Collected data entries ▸
━━━━━━
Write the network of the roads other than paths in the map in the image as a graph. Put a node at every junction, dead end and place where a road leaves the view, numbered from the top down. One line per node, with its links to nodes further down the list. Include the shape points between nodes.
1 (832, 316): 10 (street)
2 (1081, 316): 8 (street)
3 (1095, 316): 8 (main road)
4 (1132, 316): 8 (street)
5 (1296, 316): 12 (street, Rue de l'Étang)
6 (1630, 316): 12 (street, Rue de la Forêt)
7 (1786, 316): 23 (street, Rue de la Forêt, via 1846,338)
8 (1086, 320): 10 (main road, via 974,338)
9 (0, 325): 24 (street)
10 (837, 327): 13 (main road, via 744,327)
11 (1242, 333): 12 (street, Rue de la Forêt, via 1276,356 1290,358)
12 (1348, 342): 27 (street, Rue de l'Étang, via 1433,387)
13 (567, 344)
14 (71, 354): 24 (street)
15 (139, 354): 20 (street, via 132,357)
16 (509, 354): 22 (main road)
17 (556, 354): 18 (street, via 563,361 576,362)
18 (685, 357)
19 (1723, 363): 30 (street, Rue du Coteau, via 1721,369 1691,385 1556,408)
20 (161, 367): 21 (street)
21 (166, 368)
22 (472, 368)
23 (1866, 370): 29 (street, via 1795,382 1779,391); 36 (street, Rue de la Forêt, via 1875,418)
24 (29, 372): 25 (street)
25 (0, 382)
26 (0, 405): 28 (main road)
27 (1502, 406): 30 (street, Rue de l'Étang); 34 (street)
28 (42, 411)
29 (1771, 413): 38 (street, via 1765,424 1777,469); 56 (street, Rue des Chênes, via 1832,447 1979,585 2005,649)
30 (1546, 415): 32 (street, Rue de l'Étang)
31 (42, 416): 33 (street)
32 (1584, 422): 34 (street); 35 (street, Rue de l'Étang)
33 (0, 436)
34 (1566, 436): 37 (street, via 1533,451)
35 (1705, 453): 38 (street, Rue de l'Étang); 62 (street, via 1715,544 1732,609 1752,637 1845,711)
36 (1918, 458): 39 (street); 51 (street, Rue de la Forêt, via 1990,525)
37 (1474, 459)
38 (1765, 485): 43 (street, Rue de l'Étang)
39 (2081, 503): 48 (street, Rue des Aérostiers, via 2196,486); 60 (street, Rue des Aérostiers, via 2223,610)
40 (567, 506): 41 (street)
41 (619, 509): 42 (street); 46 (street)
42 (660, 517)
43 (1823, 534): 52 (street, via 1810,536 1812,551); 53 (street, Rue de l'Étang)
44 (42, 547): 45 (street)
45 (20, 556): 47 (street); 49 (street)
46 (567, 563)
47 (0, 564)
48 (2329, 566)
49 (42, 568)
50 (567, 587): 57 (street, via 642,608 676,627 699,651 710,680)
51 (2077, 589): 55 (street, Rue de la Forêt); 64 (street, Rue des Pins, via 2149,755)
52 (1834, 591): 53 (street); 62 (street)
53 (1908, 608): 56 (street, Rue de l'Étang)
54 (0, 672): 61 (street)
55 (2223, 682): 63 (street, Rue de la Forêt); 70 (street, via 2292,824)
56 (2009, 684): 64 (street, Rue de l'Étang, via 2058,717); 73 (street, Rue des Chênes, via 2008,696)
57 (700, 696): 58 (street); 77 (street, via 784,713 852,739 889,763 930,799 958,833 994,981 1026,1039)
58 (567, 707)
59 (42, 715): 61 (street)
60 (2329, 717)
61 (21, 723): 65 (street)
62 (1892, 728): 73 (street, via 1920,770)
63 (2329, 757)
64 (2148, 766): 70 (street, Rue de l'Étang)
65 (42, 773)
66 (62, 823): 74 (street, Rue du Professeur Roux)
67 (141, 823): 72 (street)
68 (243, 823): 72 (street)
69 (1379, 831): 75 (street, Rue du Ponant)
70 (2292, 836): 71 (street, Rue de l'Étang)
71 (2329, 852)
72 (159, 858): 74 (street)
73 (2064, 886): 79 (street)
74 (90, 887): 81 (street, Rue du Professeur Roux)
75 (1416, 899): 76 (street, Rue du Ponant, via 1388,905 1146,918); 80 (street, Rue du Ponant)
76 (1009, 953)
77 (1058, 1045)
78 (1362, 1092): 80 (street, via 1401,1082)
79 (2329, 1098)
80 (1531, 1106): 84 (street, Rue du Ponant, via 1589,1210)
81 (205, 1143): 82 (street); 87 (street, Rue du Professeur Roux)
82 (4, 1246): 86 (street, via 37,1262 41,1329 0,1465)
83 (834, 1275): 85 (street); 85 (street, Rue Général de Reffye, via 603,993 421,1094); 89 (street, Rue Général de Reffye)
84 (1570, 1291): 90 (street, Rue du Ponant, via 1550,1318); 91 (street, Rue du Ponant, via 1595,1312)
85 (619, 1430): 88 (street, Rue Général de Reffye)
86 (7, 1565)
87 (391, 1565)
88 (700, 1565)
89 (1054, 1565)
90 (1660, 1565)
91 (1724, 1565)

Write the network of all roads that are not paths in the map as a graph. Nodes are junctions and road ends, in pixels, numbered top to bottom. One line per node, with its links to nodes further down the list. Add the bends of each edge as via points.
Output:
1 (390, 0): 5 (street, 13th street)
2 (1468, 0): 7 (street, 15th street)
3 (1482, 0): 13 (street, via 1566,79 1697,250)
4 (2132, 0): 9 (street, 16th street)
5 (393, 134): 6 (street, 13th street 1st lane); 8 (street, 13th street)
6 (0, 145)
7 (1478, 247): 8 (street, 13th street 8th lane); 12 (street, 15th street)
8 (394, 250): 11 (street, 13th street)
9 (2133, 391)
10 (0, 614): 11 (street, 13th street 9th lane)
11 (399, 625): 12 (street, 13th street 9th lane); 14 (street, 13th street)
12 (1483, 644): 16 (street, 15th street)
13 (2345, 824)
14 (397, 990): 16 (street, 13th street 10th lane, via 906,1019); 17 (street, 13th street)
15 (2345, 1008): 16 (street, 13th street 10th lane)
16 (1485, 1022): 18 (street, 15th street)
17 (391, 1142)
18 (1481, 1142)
━━━━━━
Copy every line of the data where "Forêt" is found.

6 (1630, 316): 12 (street, Rue de la Forêt)
7 (1786, 316): 23 (street, Rue de la Forêt, via 1846,338)
11 (1242, 333): 12 (street, Rue de la Forêt, via 1276,356 1290,358)
23 (1866, 370): 29 (street, via 1795,382 1779,391); 36 (street, Rue de la Forêt, via 1875,418)
36 (1918, 458): 39 (street); 51 (street, Rue de la Forêt, via 1990,525)
51 (2077, 589): 55 (street, Rue de la Forêt); 64 (street, Rue des Pins, via 2149,755)
55 (2223, 682): 63 (street, Rue de la Forêt); 70 (street, via 2292,824)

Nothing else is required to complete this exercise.